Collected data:
-------

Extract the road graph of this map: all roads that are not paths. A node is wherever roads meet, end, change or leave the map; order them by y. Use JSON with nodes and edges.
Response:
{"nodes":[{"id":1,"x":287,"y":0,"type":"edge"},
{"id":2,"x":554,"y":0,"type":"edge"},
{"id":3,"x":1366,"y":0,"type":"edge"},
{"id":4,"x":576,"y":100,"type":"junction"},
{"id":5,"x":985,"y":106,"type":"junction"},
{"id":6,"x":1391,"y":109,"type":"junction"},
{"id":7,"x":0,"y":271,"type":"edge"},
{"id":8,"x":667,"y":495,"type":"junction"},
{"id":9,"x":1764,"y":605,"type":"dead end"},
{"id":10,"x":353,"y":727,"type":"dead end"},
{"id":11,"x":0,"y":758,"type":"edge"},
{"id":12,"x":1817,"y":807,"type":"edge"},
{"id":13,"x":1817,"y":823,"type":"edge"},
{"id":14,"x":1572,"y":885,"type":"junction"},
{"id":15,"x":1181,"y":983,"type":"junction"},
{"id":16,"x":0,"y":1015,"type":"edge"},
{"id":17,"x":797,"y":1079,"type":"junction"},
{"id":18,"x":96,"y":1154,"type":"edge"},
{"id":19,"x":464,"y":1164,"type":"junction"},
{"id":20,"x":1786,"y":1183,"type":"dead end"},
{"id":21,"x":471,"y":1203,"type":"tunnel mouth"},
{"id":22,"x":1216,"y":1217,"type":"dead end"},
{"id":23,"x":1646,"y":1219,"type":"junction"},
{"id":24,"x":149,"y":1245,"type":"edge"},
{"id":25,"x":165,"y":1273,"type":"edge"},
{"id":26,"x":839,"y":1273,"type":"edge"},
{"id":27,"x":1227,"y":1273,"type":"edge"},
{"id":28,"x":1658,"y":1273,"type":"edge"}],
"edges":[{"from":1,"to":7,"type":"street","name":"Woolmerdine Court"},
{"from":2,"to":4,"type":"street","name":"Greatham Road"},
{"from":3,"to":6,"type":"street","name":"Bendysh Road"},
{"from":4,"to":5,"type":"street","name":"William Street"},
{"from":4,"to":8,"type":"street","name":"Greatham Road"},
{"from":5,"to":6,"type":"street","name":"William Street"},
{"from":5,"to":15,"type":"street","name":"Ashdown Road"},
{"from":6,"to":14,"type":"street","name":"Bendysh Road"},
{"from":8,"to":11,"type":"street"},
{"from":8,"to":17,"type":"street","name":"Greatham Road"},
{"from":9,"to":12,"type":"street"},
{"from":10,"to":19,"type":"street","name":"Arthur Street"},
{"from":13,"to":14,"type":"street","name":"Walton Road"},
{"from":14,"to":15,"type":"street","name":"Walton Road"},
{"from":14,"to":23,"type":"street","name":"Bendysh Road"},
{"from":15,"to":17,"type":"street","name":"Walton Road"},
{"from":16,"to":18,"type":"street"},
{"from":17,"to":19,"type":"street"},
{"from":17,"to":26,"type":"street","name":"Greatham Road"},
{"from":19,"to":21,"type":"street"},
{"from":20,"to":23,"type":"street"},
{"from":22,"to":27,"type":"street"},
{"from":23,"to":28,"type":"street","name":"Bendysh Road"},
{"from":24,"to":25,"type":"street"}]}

-------

**Your task:** In the data above, which lines have "Greatham"? Report each of them.

**Response for this exercise:**
{"from":2,"to":4,"type":"street","name":"Greatham Road"},
{"from":4,"to":8,"type":"street","name":"Greatham Road"},
{"from":8,"to":17,"type":"street","name":"Greatham Road"},
{"from":17,"to":26,"type":"street","name":"Greatham Road"},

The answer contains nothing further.